Ekiti State Governor, Ayodele Fayose, and Deputy Senate President, Ike Ekweremadu, Friday knocked the Economic and Financial Crimes Commission (EFCC) over the continued detention of Peoples Democratic Party (PDP) National Publicity Secretary, Olisa Metuh.
Metuh was arrested on Tuesday over allegation that the sum of N1.4 billion was transferred from the account of the Office of the National Security Adviser into a company, Destra, linked to him.
Speaking through his Special Assistant on Public Communications and New Media, Lere Olayinka, Fayose accused the EFCC of “operating a system in which an accused person is first arrested, detained endlessly while the anti-corruption agency goes about looking for evidence.”
Fayose, who repeated his support for a genuine fight against corruption, warned the EFCC that no harm must befall Metuh.
He said: “In saner climes, you don’t arrest people for alleged fraud and start to look for evidence to prosecute them.
Rather, before you arrest anyone for fraud, anti-corruption agencies must have established a prima facie case and arresting the suspect will only be to enable for his or her arraignment in court.

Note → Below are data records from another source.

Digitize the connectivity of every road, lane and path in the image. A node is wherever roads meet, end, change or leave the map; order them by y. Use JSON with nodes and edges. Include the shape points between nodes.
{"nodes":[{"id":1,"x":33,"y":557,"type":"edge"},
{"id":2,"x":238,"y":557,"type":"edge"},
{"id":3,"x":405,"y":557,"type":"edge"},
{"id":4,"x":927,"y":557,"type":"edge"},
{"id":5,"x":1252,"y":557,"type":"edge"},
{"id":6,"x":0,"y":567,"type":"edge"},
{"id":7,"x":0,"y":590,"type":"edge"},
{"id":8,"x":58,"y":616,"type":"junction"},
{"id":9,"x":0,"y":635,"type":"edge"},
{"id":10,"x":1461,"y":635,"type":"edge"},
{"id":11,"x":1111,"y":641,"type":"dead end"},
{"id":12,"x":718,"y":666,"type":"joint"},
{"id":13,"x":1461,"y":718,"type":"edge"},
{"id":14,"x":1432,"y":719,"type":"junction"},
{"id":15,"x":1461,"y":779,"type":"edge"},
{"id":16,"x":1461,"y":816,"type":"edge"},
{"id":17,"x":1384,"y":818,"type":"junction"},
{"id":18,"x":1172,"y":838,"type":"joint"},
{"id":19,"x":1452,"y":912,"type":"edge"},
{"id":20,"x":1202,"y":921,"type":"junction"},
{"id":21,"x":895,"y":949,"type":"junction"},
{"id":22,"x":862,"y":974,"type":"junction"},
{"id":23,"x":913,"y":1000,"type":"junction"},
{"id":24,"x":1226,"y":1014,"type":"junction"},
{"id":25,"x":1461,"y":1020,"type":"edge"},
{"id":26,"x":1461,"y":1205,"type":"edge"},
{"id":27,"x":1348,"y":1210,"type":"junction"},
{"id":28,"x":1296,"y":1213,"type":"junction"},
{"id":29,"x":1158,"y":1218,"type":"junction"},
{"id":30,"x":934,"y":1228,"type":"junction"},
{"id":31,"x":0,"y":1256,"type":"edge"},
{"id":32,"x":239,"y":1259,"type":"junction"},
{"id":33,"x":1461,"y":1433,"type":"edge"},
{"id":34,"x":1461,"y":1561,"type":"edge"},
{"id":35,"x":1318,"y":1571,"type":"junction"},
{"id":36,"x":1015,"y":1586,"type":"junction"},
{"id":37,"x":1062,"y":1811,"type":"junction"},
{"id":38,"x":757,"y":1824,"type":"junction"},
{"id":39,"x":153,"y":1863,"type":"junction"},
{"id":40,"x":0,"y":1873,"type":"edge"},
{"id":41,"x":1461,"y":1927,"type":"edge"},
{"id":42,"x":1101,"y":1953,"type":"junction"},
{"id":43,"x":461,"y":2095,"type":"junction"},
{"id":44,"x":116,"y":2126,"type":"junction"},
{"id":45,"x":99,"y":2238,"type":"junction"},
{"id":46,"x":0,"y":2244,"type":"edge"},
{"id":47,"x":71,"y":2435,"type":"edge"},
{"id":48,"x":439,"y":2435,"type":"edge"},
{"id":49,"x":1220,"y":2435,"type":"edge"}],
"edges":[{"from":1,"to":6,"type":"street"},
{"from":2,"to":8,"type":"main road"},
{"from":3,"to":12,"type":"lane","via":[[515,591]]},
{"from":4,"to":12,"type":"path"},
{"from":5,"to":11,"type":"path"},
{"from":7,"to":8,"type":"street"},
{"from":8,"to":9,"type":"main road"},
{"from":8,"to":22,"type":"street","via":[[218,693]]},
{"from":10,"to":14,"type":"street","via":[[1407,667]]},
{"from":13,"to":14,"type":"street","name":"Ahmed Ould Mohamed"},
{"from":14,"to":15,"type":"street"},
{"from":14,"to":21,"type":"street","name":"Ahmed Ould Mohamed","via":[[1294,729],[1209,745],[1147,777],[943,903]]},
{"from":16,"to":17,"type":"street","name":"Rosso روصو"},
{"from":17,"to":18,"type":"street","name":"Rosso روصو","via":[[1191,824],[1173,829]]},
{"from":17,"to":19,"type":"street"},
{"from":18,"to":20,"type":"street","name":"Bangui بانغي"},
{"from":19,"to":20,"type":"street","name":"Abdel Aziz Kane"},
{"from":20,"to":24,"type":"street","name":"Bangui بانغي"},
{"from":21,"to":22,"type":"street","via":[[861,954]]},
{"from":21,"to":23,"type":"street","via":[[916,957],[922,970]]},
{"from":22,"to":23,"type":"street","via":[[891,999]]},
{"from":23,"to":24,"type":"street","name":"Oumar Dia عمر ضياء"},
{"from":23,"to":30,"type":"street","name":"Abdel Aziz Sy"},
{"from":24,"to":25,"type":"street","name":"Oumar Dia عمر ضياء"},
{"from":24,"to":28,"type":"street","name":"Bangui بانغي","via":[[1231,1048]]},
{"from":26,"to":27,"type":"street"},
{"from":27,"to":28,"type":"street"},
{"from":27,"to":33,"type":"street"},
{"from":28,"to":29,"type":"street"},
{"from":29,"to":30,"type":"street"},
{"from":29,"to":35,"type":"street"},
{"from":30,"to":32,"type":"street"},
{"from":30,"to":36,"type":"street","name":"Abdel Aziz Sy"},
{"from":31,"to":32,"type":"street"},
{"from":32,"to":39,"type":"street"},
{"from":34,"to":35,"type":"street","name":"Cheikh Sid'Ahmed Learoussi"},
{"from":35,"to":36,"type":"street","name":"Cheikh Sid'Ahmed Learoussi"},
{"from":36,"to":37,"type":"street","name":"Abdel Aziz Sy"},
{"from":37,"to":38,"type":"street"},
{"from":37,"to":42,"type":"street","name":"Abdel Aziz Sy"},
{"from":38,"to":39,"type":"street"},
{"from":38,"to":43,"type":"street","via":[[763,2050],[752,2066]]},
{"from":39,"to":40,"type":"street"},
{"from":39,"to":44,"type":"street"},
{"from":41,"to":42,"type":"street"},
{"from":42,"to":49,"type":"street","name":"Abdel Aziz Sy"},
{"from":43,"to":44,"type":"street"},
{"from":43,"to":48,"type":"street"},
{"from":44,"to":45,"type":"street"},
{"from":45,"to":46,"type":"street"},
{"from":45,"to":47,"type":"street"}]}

“However, what we are witnessing in Nigeria today is a situation whereby the EFCC will arrest PDP leaders, humiliate them by subjecting them to media trial, detain them for weeks in the process of trying to force them to make statements during which the commission will be looking for evidence.
“For instance, in the case of Metuh, we are being told that the EFCC is insisting that he must write statements and one begins to wonder if it has now become mandatory for an accused to write statements in law enforcement agent’s custody. Shouldn’t the EFCC have simply charged Metuh to court based on its own evidence? Or is Metuh’s statement the evidence the EFCC requires to prosecute him?
“The international community, especially the United Nations (UN), African Union (AU), European Union (EU) and others are put on notice on this condemnable act of arresting and detaining opposition leaders by agents of the Buhari-led government before fishing for evidence.”
Fayose repeated his claim that President Muhammadu Buhari’s anti-corruption crusade targets only members of the opposition.
He accused the President of protecting certain members of the ruling All Progressives Congress in spite of several petitions written against them.
“If President Buhari did not wait for any petition to move against PDP chieftains, asking people to come forward with allegations of corruption against APC chieftains, especially those who sponsored President Buhari’s election is clearly hypocritical.
“Most importantly, that the EFCC Acting Chairman, Ibrahim Magu even said the commission do not have any petition against APC chieftains when indeed there are loads of petitions against ministers serving in Buhari’s government and other notable APC chieftains goes to show the hypocrisy of the fight against corruption.
“It is even more hypocritical and anti-democratic for the President to have turned himself to the accuser, prosecutor and judge, carrying on as if those he accused of corruption have already been convicted,” the governor said.
Speaking through his Special Adviser (Media), Uche Anichukwu, Ekweremadu described the continued detention of Metuh as “unhealthy” for the country’s democracy.
Ekweremadu decried what he termed the “trampling of the opposition and total disregard for the rule of law in the guise of anti-corruption war”.
Like Fayose, Ekweremadu reaffirmed the PDP’s support for a genuine anti-graft crusade.
He, however, decried a situation where such crusade became a calculated attempt to decimate and silence the opposition, while members of the ruling party with serious corruption allegations went about their businesses.
The deputy president of the Senate expressed fear that Nigeria was fast descending into “authoritarianism”.
The statement said: “The continued detention of the PDP mouthpiece was an attempt to gag the opposition and, therefore, unhealthy for democracy.
“An anti-graft trap that catches only members of the opposition and those with axe to grind with the government of the day is compromised.”
Ekweremadu called on the citizenry to denounce and resist the prevailing situation where people were held in custody against the directives of the courts and laws of the land.
Ekweremadu pointed out that there would be no justice without the rule of law.